I was scoping out things at a garage sale, with every intent of reselling them on eBay, when I came upon a treasure. (This was how I spent my sunny Saturday mornings back in the early 2000s. If I found a book about Betty Page for a quarter I smiled (to myself), knowing it would go for forty bucks in auction.) But there was this time…. when I came across a thark. A toy from the 1990s, sold alongside a Tarzan and John Carter figure. My first thought was PROFIT! But I never sold that thark. I still have him. Why? Was it because he didn’t have his sword, wasn’t in the packaging? No. I just wanted to keep him. (If you push the purple button on his necklace he makes a silly screeching sound. Screech-screech!)

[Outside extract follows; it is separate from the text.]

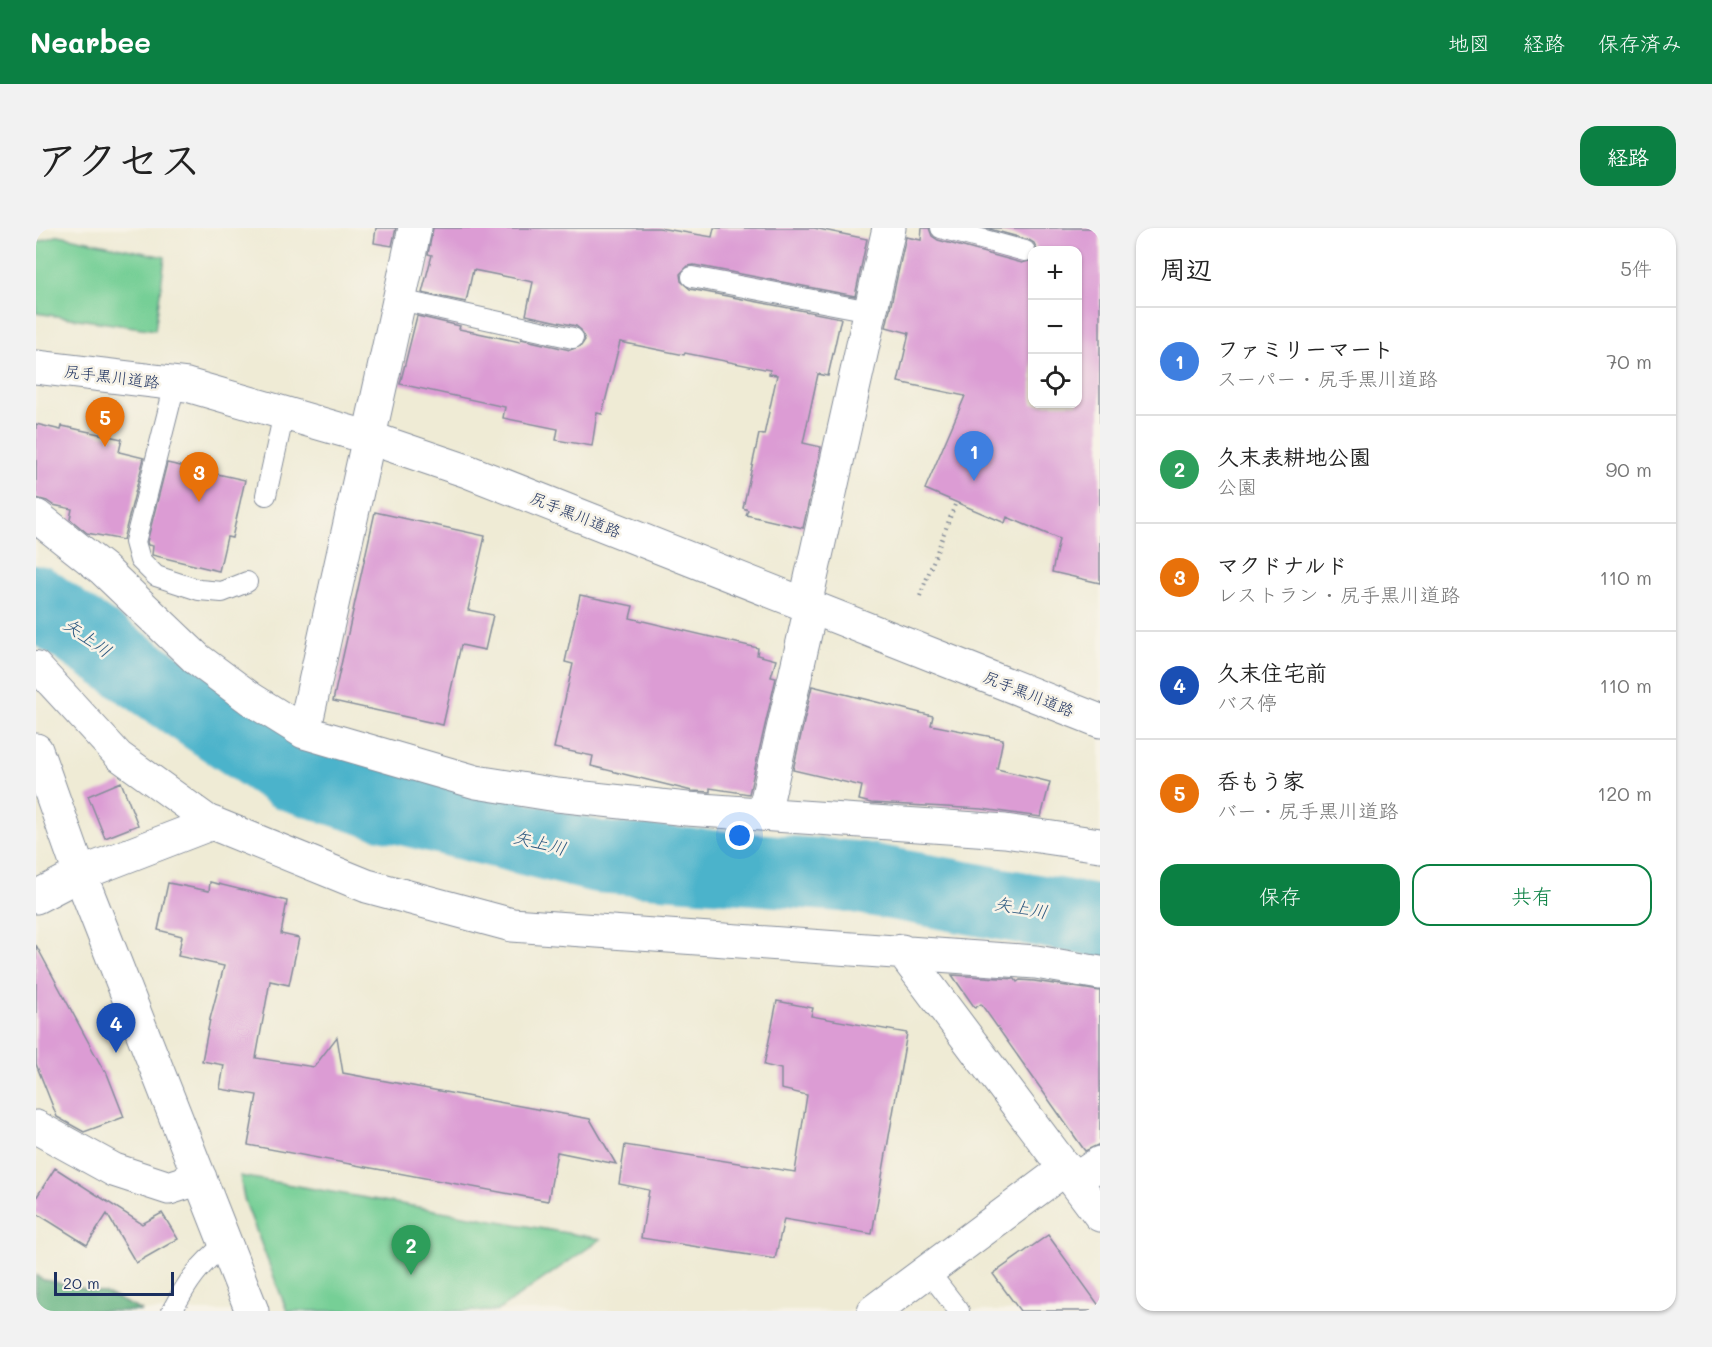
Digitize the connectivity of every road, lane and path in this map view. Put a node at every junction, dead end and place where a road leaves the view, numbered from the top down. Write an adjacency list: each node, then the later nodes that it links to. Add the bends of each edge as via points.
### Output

The image of a thark speaks to my deepest, youngest self. I can recall being about twelve and finding copies of old Edgar Rice Burroughs paperbacks at my library. The ugly Gino D’Achille covers intrigued me with their weirdness, especially the one for The Mastermind of Mars with its four-armed giant white ape. Later I got a copy of The Princess of Mars featuring a thark and the most cramped text of all the Burroughs paperbacks. Ballantine did not do my eyes any favors.
So some of that was floating around in my head when I saw that toy. Here was that iconic figure, discarded along with the Ninja Turtles, Street Sharks and G. I. Joes. The thark deserved better. So I took him home and I kept him (hoping to find his sword one day but I never did.) And I still look at him every-so-often and remember that twelve-year-old fascination. Here is adventure, wonder and excitement. Critics always ask “Why is such a bad writer as Edgar Rice Burroughs still read avidly a hundred years later?” I know the answer. This toy tells me the answer.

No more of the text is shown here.